Ázzuen remembered hearing Ruuqo and Rissa talking about him that first day outside the den. One of the squirming bodies had stopped moving, and Rissa had shoved it aside. Somehow, though he did not know how, Ázzuen knew the pup was dead. The pup who had told him that every time she woke up she wanted to howl in joy for the day. She loved the milk that came from Rissa’s body, but she had trouble drinking it. After she was dead, Ázzuen realized it was because she was drinking the wrong way, but it was too late by then to save her.
He knew he was smart. He knew that he understood things other pups didn’t, but he didn’t see how that would help him.
“This one won’t make it either,” he heard Ruuqo say to Rissa. “You should save your milk for the others.”
“He still suckles,” Rissa had answered. “He still lives. If he is willing to fight for his life, I will let him.”
“I’ve seen weaklings before,” Ruuqo said. “Weaklings hurt the pack. I know this one will not live. You know it, too, Rissa. It’s cruel to let it suffer.”
“I know he will most likely die,” Rissa had said. “But I will give him the chance to live.”
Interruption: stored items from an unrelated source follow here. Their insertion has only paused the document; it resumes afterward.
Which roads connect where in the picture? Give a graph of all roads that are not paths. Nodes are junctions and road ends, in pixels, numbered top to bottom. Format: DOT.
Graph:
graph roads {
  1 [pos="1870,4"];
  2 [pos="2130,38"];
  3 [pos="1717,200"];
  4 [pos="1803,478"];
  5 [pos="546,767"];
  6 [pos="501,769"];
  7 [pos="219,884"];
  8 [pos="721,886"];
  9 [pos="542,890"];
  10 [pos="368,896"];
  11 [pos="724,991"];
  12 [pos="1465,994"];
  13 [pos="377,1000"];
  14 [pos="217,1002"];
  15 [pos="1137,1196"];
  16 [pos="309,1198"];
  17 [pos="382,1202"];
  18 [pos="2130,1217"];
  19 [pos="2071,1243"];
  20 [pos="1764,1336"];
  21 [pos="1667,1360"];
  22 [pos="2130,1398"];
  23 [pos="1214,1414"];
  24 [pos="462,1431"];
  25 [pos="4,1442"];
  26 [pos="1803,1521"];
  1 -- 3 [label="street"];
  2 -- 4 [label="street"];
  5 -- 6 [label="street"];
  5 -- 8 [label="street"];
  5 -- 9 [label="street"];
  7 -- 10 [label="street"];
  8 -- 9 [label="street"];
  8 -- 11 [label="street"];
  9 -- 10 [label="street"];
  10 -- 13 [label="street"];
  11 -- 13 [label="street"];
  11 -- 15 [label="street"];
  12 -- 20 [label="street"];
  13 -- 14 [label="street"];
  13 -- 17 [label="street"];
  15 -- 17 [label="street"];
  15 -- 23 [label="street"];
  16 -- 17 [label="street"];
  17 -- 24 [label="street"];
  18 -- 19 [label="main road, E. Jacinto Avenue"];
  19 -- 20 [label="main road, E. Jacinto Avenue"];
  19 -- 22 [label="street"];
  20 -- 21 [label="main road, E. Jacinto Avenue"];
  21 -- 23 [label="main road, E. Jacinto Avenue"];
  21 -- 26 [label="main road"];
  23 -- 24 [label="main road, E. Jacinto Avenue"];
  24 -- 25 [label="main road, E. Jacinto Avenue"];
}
Ázzuen thought he would be able to live. He knew where the milk came from, how to stay warm, even once he had left the den. What he hadn’t planned on was the other pups, who wanted him to die. They kept him from the milk, from the warmth of the den, from being part of the pack. He grew angry and then despondent. One day, when the other pups had gone in to feed, he decided not to bother anymore, that it would be easier to die.
But
she
wouldn’t let him. The pup, smaller even than he was. She was not of his litter. She, too, was supposed to die since her mother had broken pack rules by having pups without the leaderwolves’ permission. But she had not given in. When Ruuqo tried to kill her, as he had the other pups from the forbidden litter, she had fought back. She bore the pale mark of the moon on her chest and she smelled, even as a tiny pup, of a wolf of strength. She made him live, not just that day but yet again, when they crossed over a vast plain to their first gathering place. Her scent was the scent of home, the sound of her voice the sound of his future. The pups they would have and the life they would live together was the reason for each breath he took and for each and every beat of his heart.